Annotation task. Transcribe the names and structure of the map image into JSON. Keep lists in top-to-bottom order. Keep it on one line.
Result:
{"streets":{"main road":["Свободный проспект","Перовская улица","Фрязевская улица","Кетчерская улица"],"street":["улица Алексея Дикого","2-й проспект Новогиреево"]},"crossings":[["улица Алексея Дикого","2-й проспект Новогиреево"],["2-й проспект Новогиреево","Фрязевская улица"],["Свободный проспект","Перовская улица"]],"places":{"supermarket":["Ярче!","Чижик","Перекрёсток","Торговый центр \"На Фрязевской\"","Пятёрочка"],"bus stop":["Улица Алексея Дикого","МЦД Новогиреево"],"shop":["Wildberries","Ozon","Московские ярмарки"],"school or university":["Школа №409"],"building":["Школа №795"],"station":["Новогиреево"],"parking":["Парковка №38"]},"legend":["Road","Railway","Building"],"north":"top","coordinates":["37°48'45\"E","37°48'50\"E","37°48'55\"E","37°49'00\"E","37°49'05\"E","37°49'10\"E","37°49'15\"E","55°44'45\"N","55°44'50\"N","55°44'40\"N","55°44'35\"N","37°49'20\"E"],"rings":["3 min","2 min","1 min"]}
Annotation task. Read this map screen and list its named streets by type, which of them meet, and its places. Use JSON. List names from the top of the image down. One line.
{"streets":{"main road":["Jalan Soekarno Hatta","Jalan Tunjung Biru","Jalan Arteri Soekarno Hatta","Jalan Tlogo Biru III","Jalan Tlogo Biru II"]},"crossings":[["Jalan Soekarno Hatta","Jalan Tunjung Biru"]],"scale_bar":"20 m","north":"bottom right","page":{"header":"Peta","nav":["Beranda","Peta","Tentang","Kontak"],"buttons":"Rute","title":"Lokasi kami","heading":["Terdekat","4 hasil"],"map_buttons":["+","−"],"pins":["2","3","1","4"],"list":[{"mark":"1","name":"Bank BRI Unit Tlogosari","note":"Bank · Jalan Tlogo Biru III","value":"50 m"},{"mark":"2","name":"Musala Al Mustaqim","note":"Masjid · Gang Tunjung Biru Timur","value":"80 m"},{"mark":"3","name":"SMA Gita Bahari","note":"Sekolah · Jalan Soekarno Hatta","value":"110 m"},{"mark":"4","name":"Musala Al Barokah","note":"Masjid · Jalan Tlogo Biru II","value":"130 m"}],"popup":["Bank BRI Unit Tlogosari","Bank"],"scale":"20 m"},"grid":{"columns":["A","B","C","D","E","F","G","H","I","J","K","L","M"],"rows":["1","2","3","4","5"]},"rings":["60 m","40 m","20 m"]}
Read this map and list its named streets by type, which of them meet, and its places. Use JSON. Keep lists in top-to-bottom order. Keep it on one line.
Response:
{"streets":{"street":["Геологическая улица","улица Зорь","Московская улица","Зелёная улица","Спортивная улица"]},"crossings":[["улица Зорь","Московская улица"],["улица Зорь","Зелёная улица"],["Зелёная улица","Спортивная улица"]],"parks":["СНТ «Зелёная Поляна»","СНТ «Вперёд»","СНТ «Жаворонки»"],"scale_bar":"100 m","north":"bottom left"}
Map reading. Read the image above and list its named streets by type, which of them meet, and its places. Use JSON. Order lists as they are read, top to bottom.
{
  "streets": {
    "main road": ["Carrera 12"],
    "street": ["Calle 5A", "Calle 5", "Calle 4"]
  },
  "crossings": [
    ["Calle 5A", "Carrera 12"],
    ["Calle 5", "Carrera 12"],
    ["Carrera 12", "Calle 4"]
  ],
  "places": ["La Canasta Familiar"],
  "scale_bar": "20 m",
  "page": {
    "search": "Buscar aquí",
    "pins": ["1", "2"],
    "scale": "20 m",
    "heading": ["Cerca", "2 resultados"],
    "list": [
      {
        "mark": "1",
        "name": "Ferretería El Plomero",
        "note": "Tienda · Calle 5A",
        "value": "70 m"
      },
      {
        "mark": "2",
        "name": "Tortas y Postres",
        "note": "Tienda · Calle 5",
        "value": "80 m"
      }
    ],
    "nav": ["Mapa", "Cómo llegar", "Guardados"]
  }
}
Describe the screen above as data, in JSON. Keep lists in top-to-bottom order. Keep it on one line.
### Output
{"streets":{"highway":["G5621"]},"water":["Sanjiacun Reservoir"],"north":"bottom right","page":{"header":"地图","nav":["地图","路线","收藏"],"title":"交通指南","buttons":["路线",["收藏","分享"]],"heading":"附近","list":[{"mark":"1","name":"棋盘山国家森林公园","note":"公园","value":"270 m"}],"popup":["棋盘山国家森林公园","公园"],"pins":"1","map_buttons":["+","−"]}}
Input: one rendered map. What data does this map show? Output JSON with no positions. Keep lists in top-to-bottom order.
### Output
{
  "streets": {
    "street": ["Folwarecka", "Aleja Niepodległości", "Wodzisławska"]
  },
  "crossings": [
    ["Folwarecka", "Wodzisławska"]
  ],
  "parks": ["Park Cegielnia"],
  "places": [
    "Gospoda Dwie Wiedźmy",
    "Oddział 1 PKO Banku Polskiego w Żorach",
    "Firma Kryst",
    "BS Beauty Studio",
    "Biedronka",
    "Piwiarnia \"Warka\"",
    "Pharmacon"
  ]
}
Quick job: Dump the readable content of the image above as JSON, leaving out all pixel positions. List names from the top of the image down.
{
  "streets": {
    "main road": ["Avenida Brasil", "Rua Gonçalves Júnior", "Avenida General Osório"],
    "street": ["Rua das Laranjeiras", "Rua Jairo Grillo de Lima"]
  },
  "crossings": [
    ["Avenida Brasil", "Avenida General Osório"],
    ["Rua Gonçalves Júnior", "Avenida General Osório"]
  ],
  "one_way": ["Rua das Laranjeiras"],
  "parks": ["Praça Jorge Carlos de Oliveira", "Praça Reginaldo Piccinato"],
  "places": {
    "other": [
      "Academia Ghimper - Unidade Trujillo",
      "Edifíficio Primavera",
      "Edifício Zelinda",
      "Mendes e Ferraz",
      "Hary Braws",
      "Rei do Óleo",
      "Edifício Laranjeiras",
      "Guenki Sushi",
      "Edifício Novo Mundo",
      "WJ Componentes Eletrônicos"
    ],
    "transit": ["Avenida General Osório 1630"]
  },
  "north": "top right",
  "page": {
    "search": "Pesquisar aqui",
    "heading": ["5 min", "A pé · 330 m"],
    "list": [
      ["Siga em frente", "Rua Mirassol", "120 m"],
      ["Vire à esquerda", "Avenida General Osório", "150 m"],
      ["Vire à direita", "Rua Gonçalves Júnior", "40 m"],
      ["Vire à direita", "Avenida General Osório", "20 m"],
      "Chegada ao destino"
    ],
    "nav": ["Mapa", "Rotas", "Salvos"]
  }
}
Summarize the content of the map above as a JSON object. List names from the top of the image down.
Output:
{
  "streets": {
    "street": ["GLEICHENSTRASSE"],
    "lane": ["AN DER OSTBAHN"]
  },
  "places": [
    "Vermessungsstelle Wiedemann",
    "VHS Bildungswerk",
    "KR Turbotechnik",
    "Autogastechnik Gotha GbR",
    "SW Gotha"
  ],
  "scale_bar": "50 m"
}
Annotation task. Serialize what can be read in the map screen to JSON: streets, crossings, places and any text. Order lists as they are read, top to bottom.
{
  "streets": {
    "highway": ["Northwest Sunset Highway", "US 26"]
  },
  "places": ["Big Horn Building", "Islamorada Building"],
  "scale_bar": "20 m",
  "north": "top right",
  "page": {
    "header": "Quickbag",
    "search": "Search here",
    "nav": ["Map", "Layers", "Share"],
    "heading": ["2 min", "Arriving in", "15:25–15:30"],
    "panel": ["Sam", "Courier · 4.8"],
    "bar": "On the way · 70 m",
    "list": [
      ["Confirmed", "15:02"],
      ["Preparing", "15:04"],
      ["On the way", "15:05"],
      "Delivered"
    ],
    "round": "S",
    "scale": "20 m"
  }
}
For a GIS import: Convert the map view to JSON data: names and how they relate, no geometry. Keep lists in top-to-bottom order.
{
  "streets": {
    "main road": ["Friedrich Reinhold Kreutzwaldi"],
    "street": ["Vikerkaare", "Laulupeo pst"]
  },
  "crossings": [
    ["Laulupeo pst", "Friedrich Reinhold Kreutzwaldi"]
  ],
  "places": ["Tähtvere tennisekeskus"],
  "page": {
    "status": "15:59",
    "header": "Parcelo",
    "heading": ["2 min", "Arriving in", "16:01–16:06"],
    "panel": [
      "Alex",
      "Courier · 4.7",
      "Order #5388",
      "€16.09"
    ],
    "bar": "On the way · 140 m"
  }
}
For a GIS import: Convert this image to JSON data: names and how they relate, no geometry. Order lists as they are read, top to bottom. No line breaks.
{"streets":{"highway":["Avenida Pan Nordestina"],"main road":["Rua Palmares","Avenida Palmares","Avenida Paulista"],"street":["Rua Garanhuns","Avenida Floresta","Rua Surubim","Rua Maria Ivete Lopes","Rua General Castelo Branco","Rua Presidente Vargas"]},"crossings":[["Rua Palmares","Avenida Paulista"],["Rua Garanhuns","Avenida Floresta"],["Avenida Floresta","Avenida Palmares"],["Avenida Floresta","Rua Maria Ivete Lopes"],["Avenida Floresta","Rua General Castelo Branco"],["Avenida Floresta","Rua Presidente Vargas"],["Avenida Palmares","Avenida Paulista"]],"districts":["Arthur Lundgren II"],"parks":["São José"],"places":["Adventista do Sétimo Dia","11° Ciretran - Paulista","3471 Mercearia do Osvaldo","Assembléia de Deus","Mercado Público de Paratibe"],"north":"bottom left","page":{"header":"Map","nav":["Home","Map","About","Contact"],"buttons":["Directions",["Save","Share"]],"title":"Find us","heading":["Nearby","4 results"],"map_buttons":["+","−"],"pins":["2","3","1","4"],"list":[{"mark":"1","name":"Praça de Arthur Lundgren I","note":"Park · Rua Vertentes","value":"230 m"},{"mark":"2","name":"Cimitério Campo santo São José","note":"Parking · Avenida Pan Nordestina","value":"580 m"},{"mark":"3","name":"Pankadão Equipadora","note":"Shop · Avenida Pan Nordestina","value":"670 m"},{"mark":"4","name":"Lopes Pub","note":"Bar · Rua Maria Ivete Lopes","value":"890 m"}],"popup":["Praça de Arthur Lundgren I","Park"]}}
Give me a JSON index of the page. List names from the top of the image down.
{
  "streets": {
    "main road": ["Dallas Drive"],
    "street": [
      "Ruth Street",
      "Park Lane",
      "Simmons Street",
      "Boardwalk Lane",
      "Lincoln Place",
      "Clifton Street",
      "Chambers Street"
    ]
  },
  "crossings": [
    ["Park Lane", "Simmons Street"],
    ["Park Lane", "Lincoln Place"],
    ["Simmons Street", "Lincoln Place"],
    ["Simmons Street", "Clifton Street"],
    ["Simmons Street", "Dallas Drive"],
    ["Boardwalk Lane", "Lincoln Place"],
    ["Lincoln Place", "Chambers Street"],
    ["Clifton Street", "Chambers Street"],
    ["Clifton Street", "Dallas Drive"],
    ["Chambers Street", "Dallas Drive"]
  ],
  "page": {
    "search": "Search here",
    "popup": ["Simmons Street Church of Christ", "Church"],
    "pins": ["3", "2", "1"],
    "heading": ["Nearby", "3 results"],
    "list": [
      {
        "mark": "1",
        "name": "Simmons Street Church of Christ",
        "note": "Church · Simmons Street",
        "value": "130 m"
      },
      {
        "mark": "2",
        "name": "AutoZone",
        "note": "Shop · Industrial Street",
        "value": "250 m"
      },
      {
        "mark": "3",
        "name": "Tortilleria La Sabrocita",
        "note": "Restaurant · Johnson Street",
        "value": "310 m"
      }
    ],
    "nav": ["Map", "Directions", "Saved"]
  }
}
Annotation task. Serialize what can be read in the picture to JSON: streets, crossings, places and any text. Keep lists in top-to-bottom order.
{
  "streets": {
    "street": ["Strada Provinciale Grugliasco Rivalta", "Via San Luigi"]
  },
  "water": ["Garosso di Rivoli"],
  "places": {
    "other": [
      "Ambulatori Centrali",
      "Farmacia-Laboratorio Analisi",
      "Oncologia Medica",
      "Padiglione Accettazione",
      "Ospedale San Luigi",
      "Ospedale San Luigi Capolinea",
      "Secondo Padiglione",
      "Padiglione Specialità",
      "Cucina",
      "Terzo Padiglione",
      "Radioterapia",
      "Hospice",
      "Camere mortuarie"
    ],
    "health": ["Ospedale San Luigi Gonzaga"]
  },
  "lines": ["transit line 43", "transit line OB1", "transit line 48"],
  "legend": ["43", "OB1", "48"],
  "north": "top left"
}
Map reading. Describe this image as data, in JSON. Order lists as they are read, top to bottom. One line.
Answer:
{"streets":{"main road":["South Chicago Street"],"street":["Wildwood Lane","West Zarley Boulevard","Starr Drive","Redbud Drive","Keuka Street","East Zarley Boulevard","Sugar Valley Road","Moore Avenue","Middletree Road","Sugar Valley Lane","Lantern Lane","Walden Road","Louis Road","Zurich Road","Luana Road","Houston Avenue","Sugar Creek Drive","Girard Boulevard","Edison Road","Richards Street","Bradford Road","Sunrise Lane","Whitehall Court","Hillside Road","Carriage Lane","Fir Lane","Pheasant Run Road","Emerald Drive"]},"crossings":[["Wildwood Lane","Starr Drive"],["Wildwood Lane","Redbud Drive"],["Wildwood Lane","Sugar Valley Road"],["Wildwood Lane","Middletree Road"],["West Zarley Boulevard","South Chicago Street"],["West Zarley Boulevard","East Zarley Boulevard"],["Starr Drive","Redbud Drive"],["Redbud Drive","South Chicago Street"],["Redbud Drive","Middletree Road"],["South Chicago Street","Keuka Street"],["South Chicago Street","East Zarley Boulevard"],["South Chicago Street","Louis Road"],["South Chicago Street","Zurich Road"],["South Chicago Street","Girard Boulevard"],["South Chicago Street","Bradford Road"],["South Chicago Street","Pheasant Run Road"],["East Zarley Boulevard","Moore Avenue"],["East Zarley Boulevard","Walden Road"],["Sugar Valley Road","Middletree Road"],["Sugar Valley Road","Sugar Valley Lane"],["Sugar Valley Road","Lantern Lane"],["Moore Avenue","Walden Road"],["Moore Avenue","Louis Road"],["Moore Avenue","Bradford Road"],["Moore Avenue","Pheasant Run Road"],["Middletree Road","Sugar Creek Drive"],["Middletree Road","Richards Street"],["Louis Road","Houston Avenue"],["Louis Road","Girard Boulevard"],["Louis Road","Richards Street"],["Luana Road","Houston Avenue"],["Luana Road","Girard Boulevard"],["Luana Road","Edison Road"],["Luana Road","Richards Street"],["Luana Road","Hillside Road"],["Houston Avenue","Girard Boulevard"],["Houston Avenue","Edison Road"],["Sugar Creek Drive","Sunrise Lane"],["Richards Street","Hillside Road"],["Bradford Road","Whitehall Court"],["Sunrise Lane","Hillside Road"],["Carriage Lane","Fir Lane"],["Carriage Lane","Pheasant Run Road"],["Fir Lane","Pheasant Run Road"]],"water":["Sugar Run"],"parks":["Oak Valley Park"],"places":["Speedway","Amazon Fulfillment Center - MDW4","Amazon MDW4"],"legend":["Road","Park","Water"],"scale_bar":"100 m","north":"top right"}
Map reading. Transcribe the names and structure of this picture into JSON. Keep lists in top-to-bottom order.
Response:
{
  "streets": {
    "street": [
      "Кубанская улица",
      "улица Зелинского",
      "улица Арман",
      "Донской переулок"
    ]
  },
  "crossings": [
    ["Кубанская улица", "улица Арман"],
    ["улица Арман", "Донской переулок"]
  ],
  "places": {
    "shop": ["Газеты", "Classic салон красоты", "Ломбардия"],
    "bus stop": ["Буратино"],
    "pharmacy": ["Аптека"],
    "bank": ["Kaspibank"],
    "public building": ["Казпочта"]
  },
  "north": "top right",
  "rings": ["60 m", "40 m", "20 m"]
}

________________________________________

→ **Your instructions**: Filter the records above down to the lines that hold the string "content".

→ **Result for this task**:
Quick job: Dump the readable content of the image above as JSON, leaving out all pixel positions. List names from the top of the image down.
Summarize the content of the map above as a JSON object. List names from the top of the image down.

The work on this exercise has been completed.